**Exercise data**
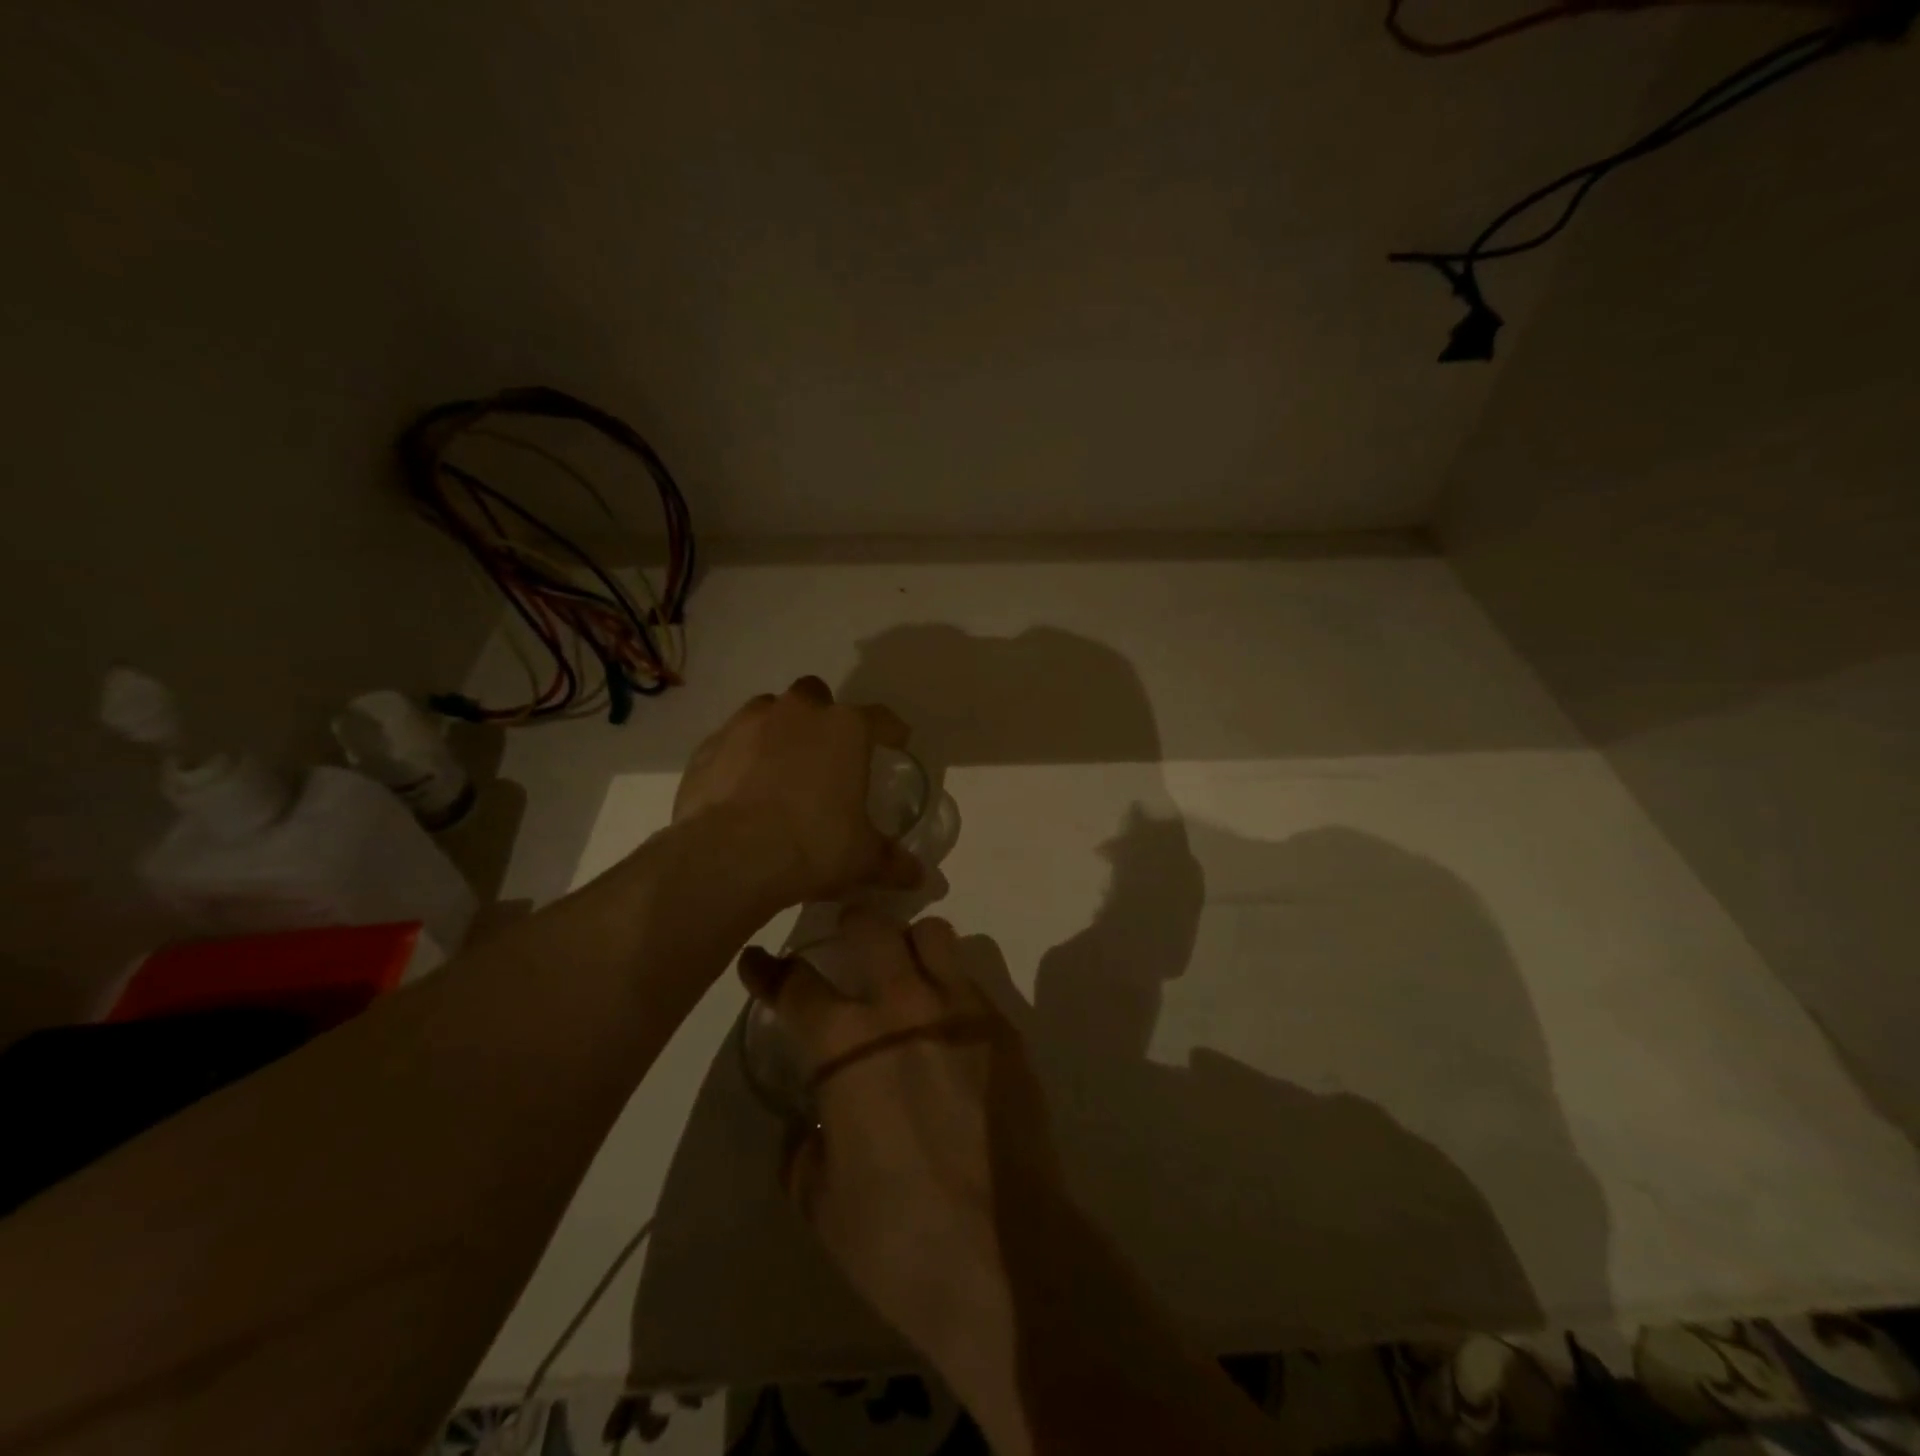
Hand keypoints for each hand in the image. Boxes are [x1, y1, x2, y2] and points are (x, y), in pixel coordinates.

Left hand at [673, 677, 923, 909]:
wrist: (729, 857)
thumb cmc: (813, 846)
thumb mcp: (863, 860)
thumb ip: (893, 862)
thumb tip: (918, 877)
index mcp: (845, 728)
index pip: (880, 718)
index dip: (890, 731)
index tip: (896, 743)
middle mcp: (797, 712)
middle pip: (816, 696)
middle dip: (822, 718)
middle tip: (826, 755)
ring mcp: (747, 724)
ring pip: (769, 711)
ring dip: (778, 732)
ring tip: (781, 770)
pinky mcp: (708, 746)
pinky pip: (731, 742)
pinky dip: (739, 758)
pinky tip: (741, 790)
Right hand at [738, 912, 1061, 1375]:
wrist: (1006, 1252)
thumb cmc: (899, 1235)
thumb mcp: (821, 1202)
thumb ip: (803, 1151)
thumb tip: (807, 1128)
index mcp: (846, 1044)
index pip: (796, 985)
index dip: (769, 970)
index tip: (758, 960)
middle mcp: (902, 1006)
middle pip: (870, 926)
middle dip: (850, 924)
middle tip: (845, 943)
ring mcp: (960, 1009)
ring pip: (932, 933)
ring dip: (909, 944)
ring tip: (904, 972)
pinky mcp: (1003, 1026)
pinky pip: (970, 978)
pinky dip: (949, 984)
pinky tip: (947, 1024)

**Exercise instructions**
Starting at the line above that contains "thumb tip: (807, 1128)", repeat each line exactly up to and including the line that contains "ring dip: (909, 944)", and stop there.

**Written response**
thumb tip: (807, 1128)
index mcp: (846, 1044)
index pip: (796, 985)
index dip: (769, 970)
index tip: (758, 960)
middle mcp: (902, 1006)
middle pip: (870, 926)
middle dip: (850, 924)
middle tip: (845, 943)
ring mcp: (960, 1009)
ring pip: (932, 933)
ring dip: (909, 944)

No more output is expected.